• DATA FOR THIS EXERCISE
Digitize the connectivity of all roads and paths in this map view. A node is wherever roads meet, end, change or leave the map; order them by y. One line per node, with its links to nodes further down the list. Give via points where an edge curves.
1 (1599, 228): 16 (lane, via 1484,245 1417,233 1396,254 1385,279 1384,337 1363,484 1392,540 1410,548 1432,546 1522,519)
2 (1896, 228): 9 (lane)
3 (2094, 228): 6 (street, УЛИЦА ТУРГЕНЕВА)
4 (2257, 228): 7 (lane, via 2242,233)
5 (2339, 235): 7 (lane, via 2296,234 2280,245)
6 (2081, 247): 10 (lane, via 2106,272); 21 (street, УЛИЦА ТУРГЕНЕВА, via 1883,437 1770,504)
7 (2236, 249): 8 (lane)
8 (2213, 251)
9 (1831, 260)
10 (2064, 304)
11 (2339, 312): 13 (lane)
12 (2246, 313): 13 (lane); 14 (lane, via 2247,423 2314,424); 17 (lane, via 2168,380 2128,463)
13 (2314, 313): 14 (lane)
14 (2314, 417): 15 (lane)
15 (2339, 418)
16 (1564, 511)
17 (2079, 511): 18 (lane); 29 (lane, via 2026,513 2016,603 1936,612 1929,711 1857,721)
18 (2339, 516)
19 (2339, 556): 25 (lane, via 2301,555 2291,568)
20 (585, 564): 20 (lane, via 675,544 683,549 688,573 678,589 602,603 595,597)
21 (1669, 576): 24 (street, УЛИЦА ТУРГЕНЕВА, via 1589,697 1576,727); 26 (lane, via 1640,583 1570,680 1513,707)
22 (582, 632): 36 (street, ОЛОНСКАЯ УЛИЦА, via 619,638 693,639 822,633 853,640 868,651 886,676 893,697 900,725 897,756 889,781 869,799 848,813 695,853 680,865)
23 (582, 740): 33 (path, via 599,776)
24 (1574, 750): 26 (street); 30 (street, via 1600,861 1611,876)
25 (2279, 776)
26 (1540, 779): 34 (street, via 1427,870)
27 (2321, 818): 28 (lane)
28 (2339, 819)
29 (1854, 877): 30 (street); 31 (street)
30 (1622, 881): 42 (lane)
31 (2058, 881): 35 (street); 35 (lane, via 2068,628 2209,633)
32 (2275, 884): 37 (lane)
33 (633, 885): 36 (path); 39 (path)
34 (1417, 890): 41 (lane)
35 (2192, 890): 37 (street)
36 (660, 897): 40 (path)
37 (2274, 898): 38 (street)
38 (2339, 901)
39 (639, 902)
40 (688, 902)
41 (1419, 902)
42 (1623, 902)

--

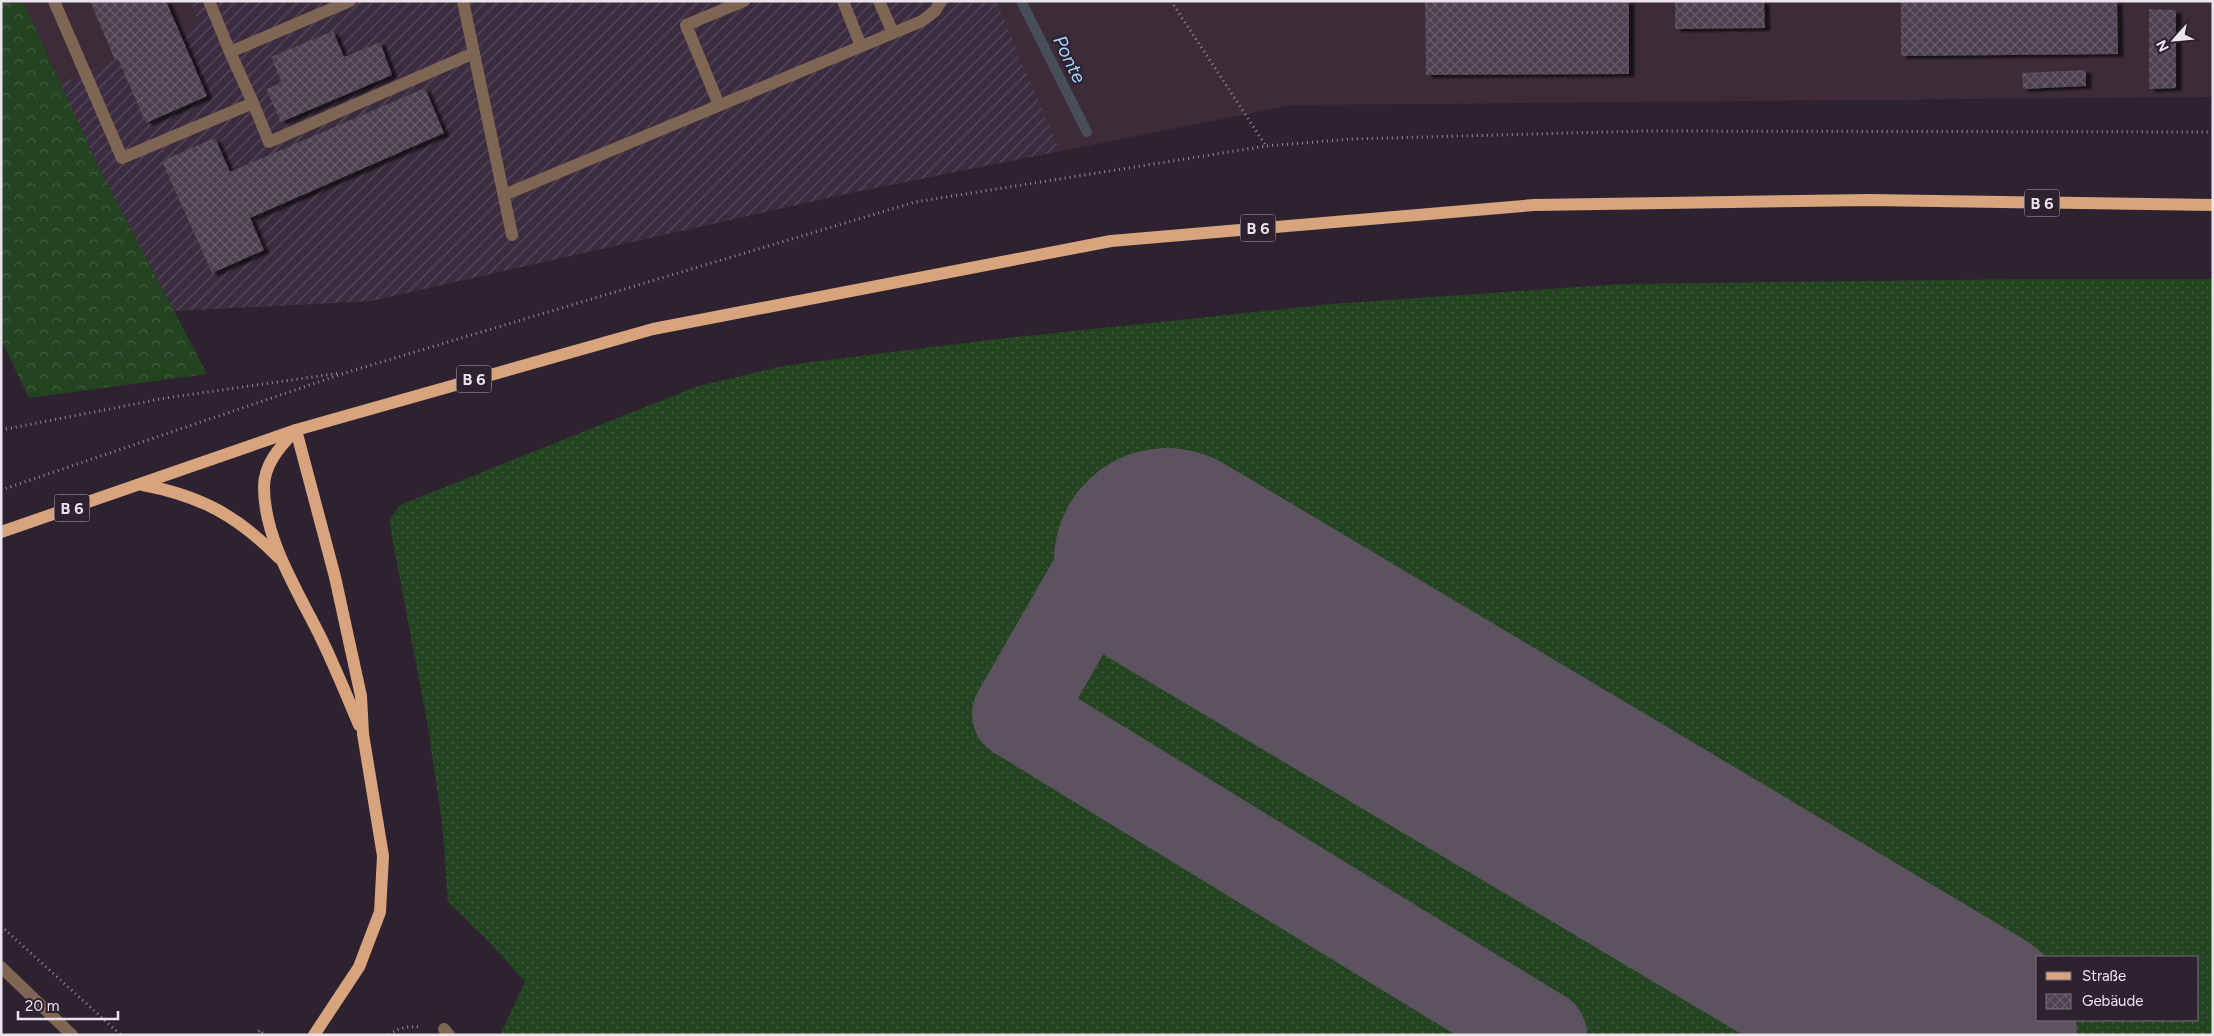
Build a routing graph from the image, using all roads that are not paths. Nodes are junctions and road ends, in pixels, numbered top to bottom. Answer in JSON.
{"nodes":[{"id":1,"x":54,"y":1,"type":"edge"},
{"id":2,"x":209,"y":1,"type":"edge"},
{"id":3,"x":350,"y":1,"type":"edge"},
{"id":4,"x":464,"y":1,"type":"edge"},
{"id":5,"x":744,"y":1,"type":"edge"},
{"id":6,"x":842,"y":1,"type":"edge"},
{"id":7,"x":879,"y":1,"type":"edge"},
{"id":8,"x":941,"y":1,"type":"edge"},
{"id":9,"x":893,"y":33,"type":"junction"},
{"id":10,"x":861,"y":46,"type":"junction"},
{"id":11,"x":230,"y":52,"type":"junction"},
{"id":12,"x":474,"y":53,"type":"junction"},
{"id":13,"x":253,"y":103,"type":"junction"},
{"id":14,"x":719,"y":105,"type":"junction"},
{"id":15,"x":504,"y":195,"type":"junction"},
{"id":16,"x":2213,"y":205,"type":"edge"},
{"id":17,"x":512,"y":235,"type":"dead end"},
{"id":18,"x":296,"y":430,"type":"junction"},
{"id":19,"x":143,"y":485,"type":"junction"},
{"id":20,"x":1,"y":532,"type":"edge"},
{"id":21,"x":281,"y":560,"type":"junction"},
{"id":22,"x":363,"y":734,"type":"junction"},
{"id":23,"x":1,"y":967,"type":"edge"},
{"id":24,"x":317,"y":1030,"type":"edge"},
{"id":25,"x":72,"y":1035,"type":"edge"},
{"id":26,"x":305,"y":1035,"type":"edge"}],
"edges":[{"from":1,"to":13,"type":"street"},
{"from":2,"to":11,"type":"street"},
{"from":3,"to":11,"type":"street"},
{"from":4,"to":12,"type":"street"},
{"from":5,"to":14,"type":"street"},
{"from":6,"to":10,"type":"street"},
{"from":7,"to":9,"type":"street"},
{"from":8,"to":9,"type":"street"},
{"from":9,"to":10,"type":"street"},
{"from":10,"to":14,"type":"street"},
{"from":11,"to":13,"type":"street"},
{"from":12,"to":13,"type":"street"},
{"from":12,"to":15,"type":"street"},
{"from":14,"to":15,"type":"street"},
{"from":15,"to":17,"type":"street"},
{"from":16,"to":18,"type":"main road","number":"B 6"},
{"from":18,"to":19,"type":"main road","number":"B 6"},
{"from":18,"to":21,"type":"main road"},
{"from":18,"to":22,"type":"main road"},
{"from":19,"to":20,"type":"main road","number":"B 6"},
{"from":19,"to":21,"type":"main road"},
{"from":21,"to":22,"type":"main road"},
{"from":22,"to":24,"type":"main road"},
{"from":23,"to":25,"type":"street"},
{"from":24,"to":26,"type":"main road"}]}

• WHAT IS REQUIRED
A complete answer gives every line of the data that includes "ТУРГЕНЕВА".

• THE ANSWER
3 (2094, 228): 6 (street, УЛИЦА ТУРГЕНЕВА)
6 (2081, 247): 10 (lane, via 2106,272); 21 (street, УЛИЦА ТУРГЕНЕВА, via 1883,437 1770,504)
21 (1669, 576): 24 (street, УЛИЦА ТУРГЕНЕВА, via 1589,697 1576,727); 26 (lane, via 1640,583 1570,680 1513,707)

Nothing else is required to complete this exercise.